Saxtons River, Vermont
Image: Could you speak a bit about how your cultural background has influenced your work?
Eric Aho: The hyphen in “Finnish-American” is the defining detail—a disconnected, detached bridge between two cultures and centuries. My mother is Boston Irish Catholic, a special world in itself. We were raised, as my father liked to emphasize, in “Finland in America.” Eventually, a Fulbright took me to actual Finland where I learned a great deal about myself and my family’s history. The landscape is, among so many other things, about self-discovery, locating oneself in space, and exploring external forces. I’d painted the winter in New England prior to living in Finland, but there, snow and ice become an autobiographical subject. Like other Finns, I have a strong sense of communion with the woods and the natural world. There’s also a hyphen of sorts between realism and abstraction.
Image: The natural landscape of New England plays a crucial role in your work. Have you found yourself looking at it in different ways over time?
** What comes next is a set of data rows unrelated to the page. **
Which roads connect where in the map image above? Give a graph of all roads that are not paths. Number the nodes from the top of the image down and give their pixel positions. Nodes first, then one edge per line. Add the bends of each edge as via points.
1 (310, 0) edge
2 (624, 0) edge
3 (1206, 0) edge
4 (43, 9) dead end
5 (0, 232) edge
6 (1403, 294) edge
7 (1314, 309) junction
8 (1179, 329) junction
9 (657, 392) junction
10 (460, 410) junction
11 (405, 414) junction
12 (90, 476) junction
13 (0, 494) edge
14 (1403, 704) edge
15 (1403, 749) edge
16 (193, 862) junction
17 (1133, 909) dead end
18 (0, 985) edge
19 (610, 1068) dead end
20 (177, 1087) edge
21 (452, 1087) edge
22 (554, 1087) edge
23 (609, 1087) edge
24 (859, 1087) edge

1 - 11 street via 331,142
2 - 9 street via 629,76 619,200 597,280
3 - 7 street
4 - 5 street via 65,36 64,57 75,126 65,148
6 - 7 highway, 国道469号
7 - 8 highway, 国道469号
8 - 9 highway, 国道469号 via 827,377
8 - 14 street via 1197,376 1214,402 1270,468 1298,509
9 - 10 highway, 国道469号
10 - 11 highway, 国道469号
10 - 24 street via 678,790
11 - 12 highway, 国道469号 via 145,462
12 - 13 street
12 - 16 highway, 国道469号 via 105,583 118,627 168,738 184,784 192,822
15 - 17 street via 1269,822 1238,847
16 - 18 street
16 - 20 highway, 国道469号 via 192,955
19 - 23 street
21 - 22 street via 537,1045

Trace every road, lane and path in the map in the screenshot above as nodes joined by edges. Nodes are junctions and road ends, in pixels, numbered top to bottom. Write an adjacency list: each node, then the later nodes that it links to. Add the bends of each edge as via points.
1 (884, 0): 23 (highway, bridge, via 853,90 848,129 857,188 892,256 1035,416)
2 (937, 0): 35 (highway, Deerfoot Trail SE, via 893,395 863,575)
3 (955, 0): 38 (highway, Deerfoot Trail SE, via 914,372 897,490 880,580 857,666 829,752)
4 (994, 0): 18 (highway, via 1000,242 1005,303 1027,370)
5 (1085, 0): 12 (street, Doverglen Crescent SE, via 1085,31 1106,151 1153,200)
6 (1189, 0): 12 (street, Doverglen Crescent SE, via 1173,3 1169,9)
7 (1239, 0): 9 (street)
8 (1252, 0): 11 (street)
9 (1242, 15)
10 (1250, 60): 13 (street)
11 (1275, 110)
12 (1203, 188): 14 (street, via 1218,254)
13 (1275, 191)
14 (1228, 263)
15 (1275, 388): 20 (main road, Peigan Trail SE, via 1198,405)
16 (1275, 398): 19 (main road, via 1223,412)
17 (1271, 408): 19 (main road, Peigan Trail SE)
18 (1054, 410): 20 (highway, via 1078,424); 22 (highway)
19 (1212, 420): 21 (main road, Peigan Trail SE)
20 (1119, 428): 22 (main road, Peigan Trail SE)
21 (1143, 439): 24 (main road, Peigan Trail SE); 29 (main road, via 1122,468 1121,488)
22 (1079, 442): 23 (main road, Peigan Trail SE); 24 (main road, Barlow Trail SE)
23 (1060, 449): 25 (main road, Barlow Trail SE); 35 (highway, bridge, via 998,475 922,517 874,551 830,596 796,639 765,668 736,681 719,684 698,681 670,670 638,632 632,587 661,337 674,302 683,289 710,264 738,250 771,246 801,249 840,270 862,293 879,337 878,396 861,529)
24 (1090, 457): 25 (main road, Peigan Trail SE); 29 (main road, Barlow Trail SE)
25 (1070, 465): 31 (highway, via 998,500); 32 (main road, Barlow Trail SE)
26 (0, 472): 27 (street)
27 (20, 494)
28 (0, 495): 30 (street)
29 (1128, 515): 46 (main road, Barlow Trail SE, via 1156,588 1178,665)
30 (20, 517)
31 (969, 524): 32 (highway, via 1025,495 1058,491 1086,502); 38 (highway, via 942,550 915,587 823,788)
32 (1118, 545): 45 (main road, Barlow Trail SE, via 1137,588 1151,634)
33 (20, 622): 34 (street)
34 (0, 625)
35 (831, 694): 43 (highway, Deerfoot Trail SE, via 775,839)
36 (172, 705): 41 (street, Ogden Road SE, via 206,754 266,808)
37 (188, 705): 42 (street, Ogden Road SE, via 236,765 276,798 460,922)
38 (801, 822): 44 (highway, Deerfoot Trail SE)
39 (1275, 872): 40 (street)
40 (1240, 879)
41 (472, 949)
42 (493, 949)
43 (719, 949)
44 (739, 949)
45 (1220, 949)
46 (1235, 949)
EA: The northern New England landscape is central to my painting. But I don’t think that’s what the paintings are about. Initially, I painted the landscape more empirically, loosely for sure, but rooted in close observation. After twenty years of this fact-based approach, I discovered I was looking less at the landscape itself and more at the topography evolving on the canvas—it’s like the painting became the place, like a plug was pulled from reality that existed independently.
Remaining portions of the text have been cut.